(DESCRIPTION OF THE TASK):
Give back the data below word for word. Any image in it should be left out.
(INFORMATION GIVEN)
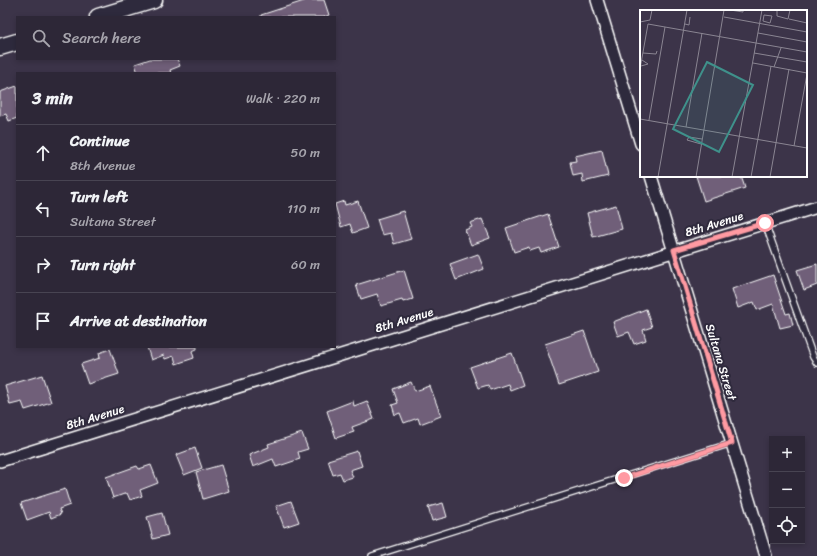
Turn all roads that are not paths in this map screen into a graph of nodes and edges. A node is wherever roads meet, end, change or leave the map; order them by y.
1 (154, 0) edge
2 (597, 0) edge
3 (101, 16) edge
4 (16, 42) edge
5 (0, 47) edge
6 (640, 141) edge
7 (651, 177) edge
8 (817, 207) edge
9 (765, 223) junction
10 (674, 250) junction
11 (817, 363) edge
12 (732, 443) junction
13 (0, 460) edge
14 (372, 556) edge
15 (766, 556) edge

1 - 3 street
2 - 6 street
4 - 5 street
7 - 10 street, Sultana Street
8 - 9 street, 8th Avenue
9 - 10 street, 8th Avenue
9 - 11 lane
10 - 12 street, Sultana Street
10 - 13 street, 8th Avenue
12 - 14 lane
12 - 15 street, Sultana Street

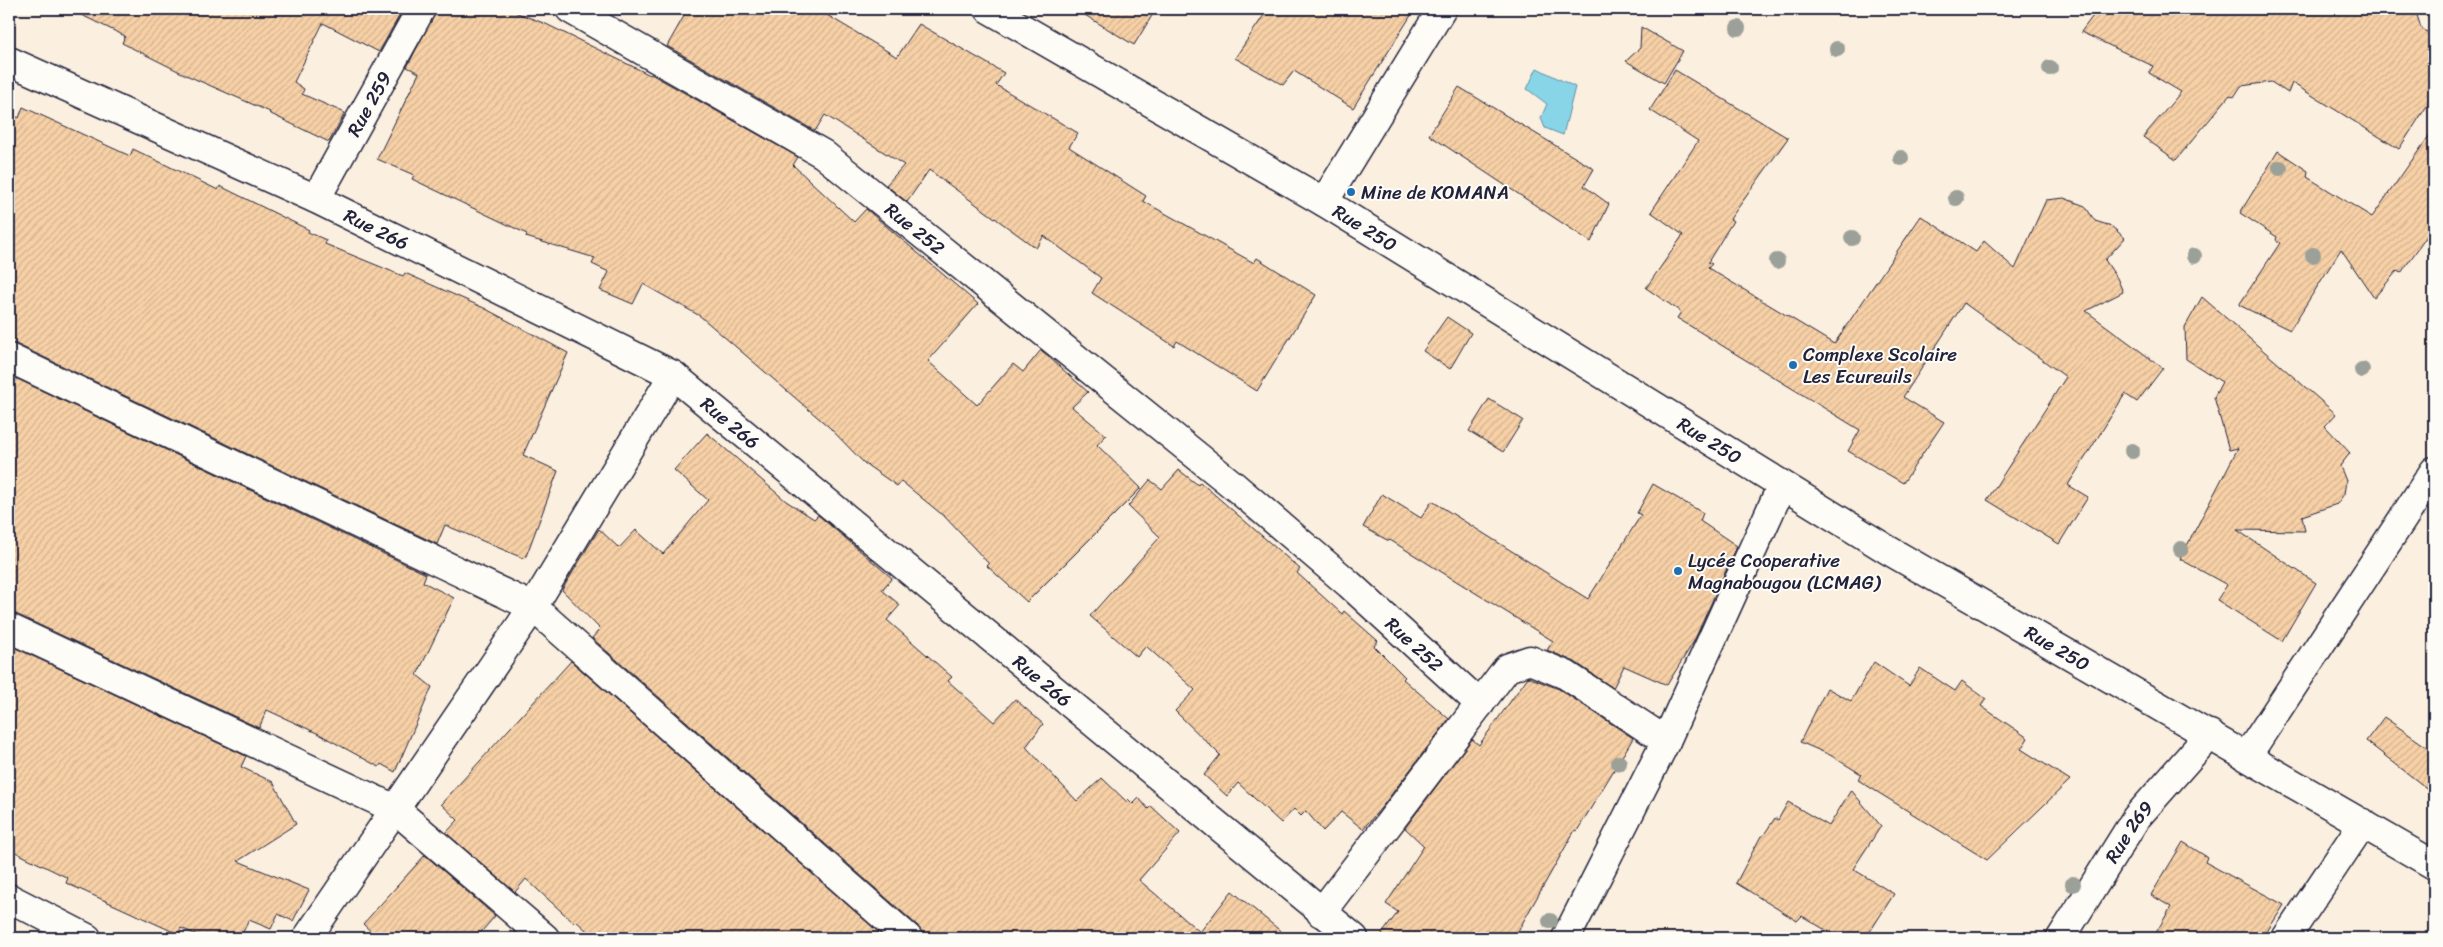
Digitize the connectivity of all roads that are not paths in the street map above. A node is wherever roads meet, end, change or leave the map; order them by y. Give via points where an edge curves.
1 (421, 9) edge
2 (570, 9) edge
3 (989, 9) edge
4 (1442, 9) edge
5 (9, 61) edge
6 (316, 199) junction
7 (1324, 202) junction
8 (9, 358) edge
9 (673, 375) junction
10 (2434, 471) edge
11 (1782, 485) junction
12 (533, 607) junction
13 (9, 628) edge
14 (1480, 704) junction
15 (2210, 734) junction
16 (1666, 741) junction
17 (2248, 756) junction
18 (395, 809) junction
19 (2363, 823) junction
20 (2434, 865) edge
21 (9, 898) edge
22 (1321, 912) junction
23 (87, 938) edge
24 (307, 938) edge
25 (545, 938) edge
26 (908, 938) edge
27 (1354, 938) edge
28 (1566, 938) edge
29 (2061, 938) edge
30 (2286, 938) edge

1 - 6 street, Rue 259
2 - 14 street, Rue 252 via 824,154 1233,485 1349,584
3 - 7 street, Rue 250
4 - 7 street
5 - 6 street, Rue 266
6 - 9 street, Rue 266
7 - 11 street, Rue 250
8 - 12 street
9 - 12 street
9 - 22 street, Rue 266
10 - 17 street
11 - 15 street, Rue 250 via 1888,550
11 - 16 street
12 - 18 street
12 - 26 street
13 - 18 street
14 - 16 street via 1507,668 1530,660 1566,675
14 - 22 street
15 - 17 street, Rue 250
15 - 29 street, Rue 269 via 2136,818
16 - 28 street
17 - 19 street, Rue 250
18 - 24 street
18 - 25 street
19 - 20 street, Rue 250
19 - 30 street
21 - 23 street
22 - 27 street, Rue 266

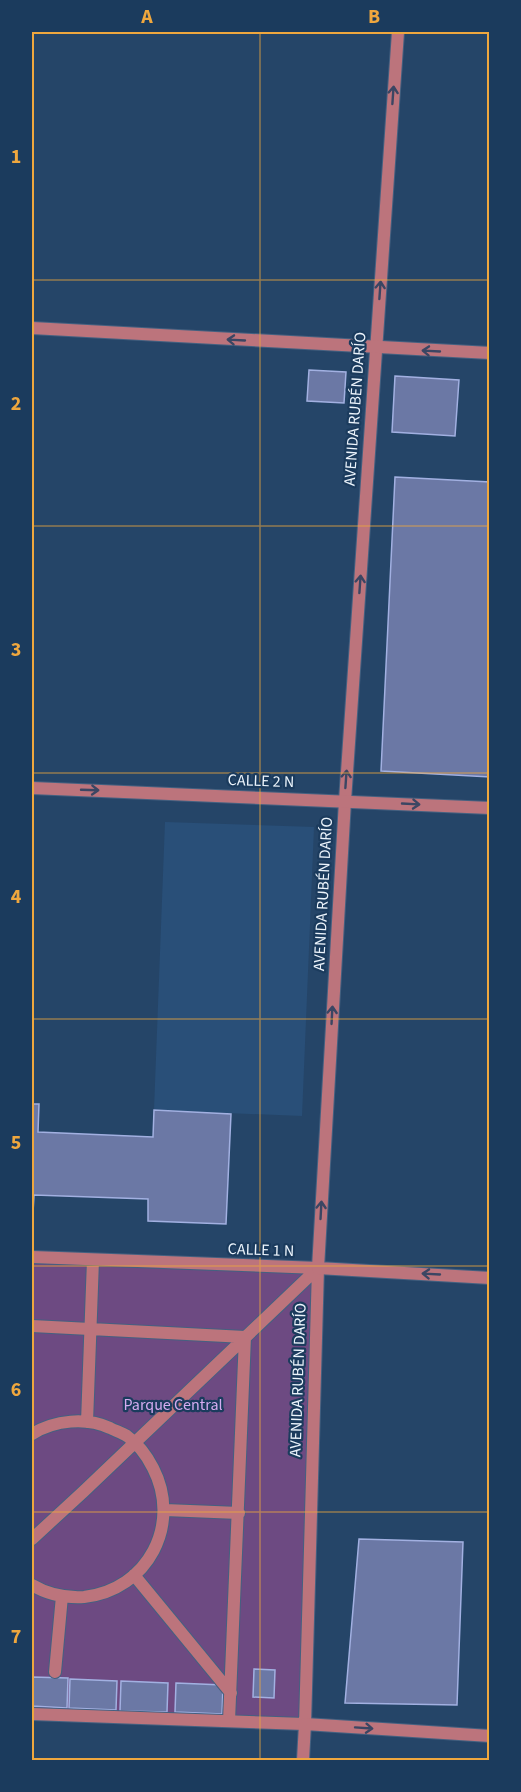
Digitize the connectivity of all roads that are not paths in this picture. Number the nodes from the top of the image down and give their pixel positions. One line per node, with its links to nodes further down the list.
(End INFORMATION GIVEN)
(ANSWER TO THIS EXERCISE):
Turn all roads that are not paths in this map screen into a graph of nodes and edges. A node is wherever roads meet, end, change or leave the map; order them by y.
1 (154, 0) edge
2 (597, 0) edge
3 (101, 16) edge
4 (16, 42) edge
5 (0, 47) edge
6 (640, 141) edge
7 (651, 177) edge
8 (817, 207) edge
9 (765, 223) junction
10 (674, 250) junction
11 (817, 363) edge
12 (732, 443) junction
13 (0, 460) edge
14 (372, 556) edge
15 (766, 556) edge

1 - 3 street
2 - 6 street
4 - 5 street
7 - 10 street, Sultana Street
8 - 9 street, 8th Avenue
9 - 10 street, 8th Avenue
9 - 11 lane
10 - 12 street, Sultana Street
10 - 13 street, 8th Avenue
12 - 14 lane
12 - 15 street, Sultana Street

Digitize the connectivity of all roads that are not paths in the street map above. A node is wherever roads meet, end, change or leave the map; order them by y. Give via points where an edge curves.
1 (421, 9) edge
2 (570, 9) edge
3 (989, 9) edge
4 (1442, 9) edge
5 (9, 61) edge
6 (316, 199) junction
7 (1324, 202) junction
8 (9, 358) edge
9 (673, 375) junction
10 (2434, 471) edge
11 (1782, 485) junction
12 (533, 607) junction
13 (9, 628) edge
14 (1480, 704) junction
15 (2210, 734) junction
16 (1666, 741) junction
17 (2248, 756) junction
18 (395, 809) junction
19 (2363, 823) junction
20 (2434, 865) edge
21 (9, 898) edge
22 (1321, 912) junction
23 (87, 938) edge
24 (307, 938) edge
25 (545, 938) edge
26 (908, 938) edge
27 (1354, 938) edge
28 (1566, 938) edge
29 (2061, 938) edge
30 (2286, 938) edge

1 - 6 street, Rue 259
2 - 14 street, Rue 252 via 824,154 1233,485 1349,584
3 - 7 street, Rue 250
4 - 7 street
5 - 6 street, Rue 266
6 - 9 street, Rue 266
7 - 11 street, Rue 250
8 - 12 street
9 - 12 street
9 - 22 street, Rue 266
10 - 17 street
11 - 15 street, Rue 250 via 1888,550
11 - 16 street
12 - 18 street
12 - 26 street
13 - 18 street
14 - 16 street via 1507,668 1530,660 1566,675
14 - 22 street
15 - 17 street, Rue 250
15 - 29 street, Rue 269 via 2136,818
16 - 28 street
17 - 19 street, Rue 250
18 - 24 street
18 - 25 street
19 - 20 street, Rue 250
19 - 30 street
21 - 23 street
22 - 27 street, Rue 266

Digitize the connectivity of all roads that are not paths in this picture. Number the nodes from the top of the image down and give their pixel positions. One line per node, with its links to nodes further down the list.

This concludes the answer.